Introduction

Aura is a complex, reversible neurological manifestation that occurs during or before the onset of the headache phase in migraine1. The third edition of the International Classification of Headache Disorders (ICHD-3) has defined migraine with aura (MA) as a condition with fully reversible visual, sensory, motor, speech and/or language, brainstem, and retinal symptoms. Visual aura (VA) is the most common form of aura in MA, occurring either alone or in combination with other auras in 98% of cases2,3,4. MA differs from migraine without aura (MO) in terms of the prevalence, comorbidities, triggering factors, and clinical characteristics5,6,7,8.

Epidemiological studies have reported the prevalence and impact of aura in general populations9,10,11. These studies used questionnaires to identify the aura symptoms; however, most questionnaires were not validated through a comparison between their results and the doctor’s diagnosis of aura. Recently, a self-administered VA rating scale (VARS) was developed based on the typical symptoms of VA12,13. It showed a high sensitivity and specificity for VA, and may allow a validated investigation of VA.

Probable migraine (PM) is a subtype of migraine that fulfills all but one criterion of migraine1. Its symptoms and associated disability differ from that of migraine, with a typically shorter attack duration, milder headache intensity, and lesser anxiety and depression14,15. PM affects 5%–15% of the general population annually16, and aura has been reported as a manifestation17. Although VA is a common symptom of migraine, reports of its impact on the clinical presentations of migraine and PM are currently scarce. If the clinical presentations of migraine and PM significantly differ according to the presence of VA, both conditions can be managed with more ease. Furthermore, no study has reported the prevalence of VA in individuals with PM in a general population-based setting. We hypothesized that the prevalence of VA in PM is similar to that in migraine, and the accompaniment of VA affects the clinical features of PM as it does of migraine. The present study aimed to compare the prevalence and impact of VA between PM and migraine using a nation-wide population-based sample in Korea.

Methods

Survey

The Circannual Change in Headache and Sleep (CHASE) study was a nation-wide, population-based survey that was conducted in October 2020 to evaluate the circannual changes in headache and sleep. The study had a baseline assessment phase, followed by longitudinal assessments performed every 3 months for over a year. At the baseline assessment, the study included modules for the diagnosis of headache, depression, anxiety, insomnia, widespread pain, and obstructive sleep apnea. It also comprised modules for disability and impact of headaches, effects of acute headache treatment, quality of sleep, stress, and physical activity.

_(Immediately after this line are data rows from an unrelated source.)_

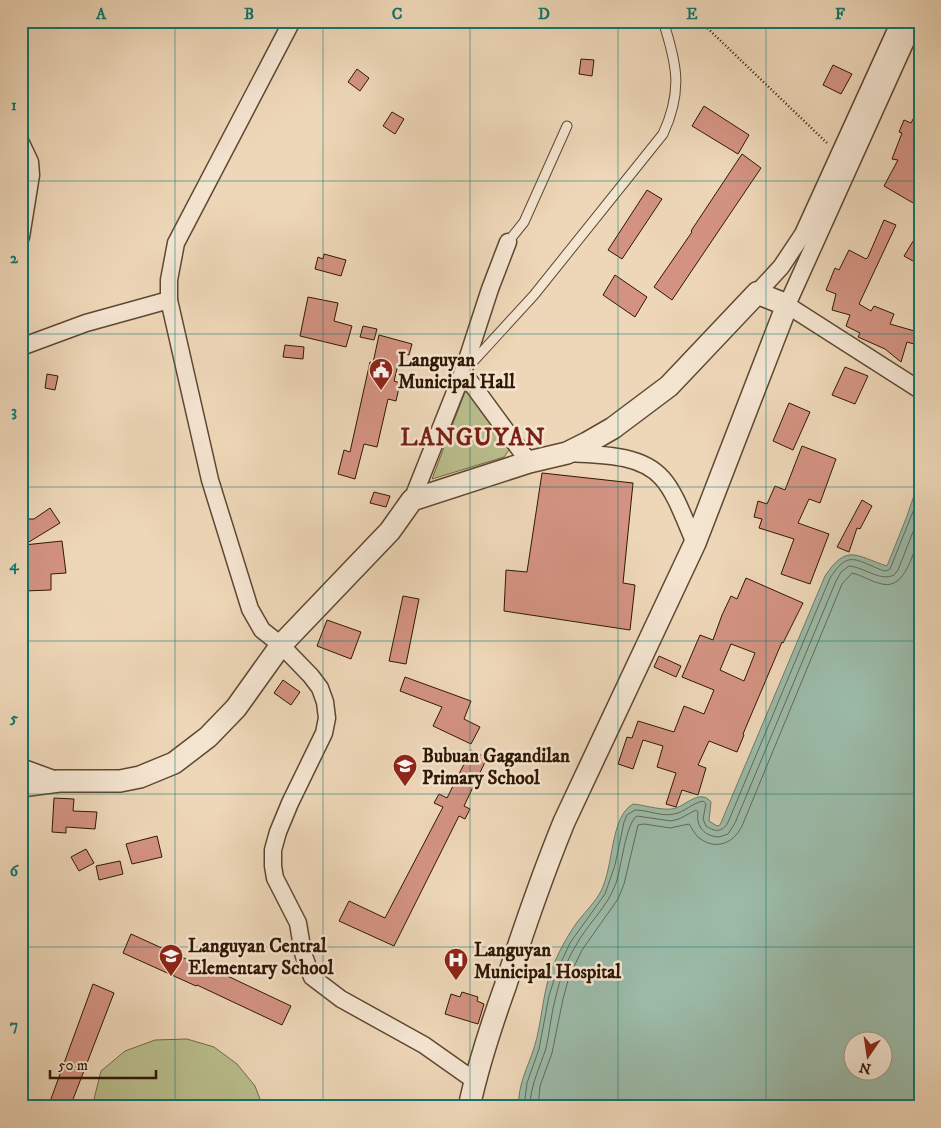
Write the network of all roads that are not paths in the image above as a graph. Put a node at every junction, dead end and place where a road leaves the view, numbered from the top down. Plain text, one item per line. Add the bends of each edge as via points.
1 (292, 21) edge
2 (663, 21) edge
3 (900, 21) edge
4 (915, 21) edge
5 (567, 126) dead end
6 (21, 143) edge
7 (21, 237) edge
8 (809, 237) junction
9 (508, 242) joint
10 (757, 293) junction
11 (169, 300) junction
12 (787, 305) junction
13 (21, 347) edge
14 (463, 372) junction
15 (920, 390) edge
16 (568, 453) junction
17 (529, 462) junction
18 (412, 500) junction
19 (695, 543) junction
20 (281, 646) junction
21 (21, 767) edge
22 (59, 781) junction
23 (21, 786) edge
24 (475, 1080) junction
25 (469, 1107) edge

1 - 11 street via 176,243
2 - 14 lane via 676,77 674,106 664,134 534,295
3 - 8 street via 839,155
4 - 8 street
5 - 9 lane via 524,222
6 - 7 street via 30,162 31,175
8 - 10 street
8 - 12 street
9 - 14 street
10 - 12 street
10 - 16 street via 669,386 613,428
11 - 13 street via 86,322
11 - 20 street via 210,480 238,573 255,621
12 - 15 street
12 - 19 street
14 - 17 street
14 - 18 street
16 - 17 street
16 - 19 street via 635,460 649,467 662,477
17 - 18 street
18 - 20 street via 390,531
19 - 24 street via 554,848 525,924
20 - 22 street via 236,708 208,737 174,763 140,777 120,781
20 - 24 street via 320,688 327,718 318,747 290,803 273,850 276,878 296,918 312,978 340,999 424,1045
21 - 22 street
22 - 23 street
24 - 25 street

We used a two-stage, clustered random sampling method proportional to the population distribution of all Korean territories, except Jeju-do, based on the national population survey data of 2015. The target sample size was 3,000 and the estimated sampling error was ± 1.8%. We conducted a web-based survey among adults aged 20–59 years with technical support from Hankook Research. This study used data collected during the baseline assessment phase of the CHASE study.

Migraine and PM diagnosis

Migraine was diagnosed based on the following diagnostic criteria for MO in the ICHD-3 (code 1.1): A. At least five attacks fulfilling criteria B–D; B. Headache attacks lasting for 4–72 h (when untreated or treated unsuccessfully); C. Headaches having at least two of the following four characteristics: (1) unilateral location, (2) pulsating quality, (3) moderate or severe pain intensity, and (4) aggravation by or causing avoidance of routine physical activity (e.g., walking or climbing stairs); D. Occurrence of at least one of the following during the headache: (1) nausea and/or vomiting or (2) photophobia and phonophobia; and E. Attacks not better accounted for by another ICHD-3 diagnosis1. The diagnostic validity was evaluated by comparing the migraine diagnoses in the survey with the doctors’ diagnoses through additional telephone interviews. The sensitivity and specificity for the diagnosis of migraine were 75.0% and 88.2%, respectively.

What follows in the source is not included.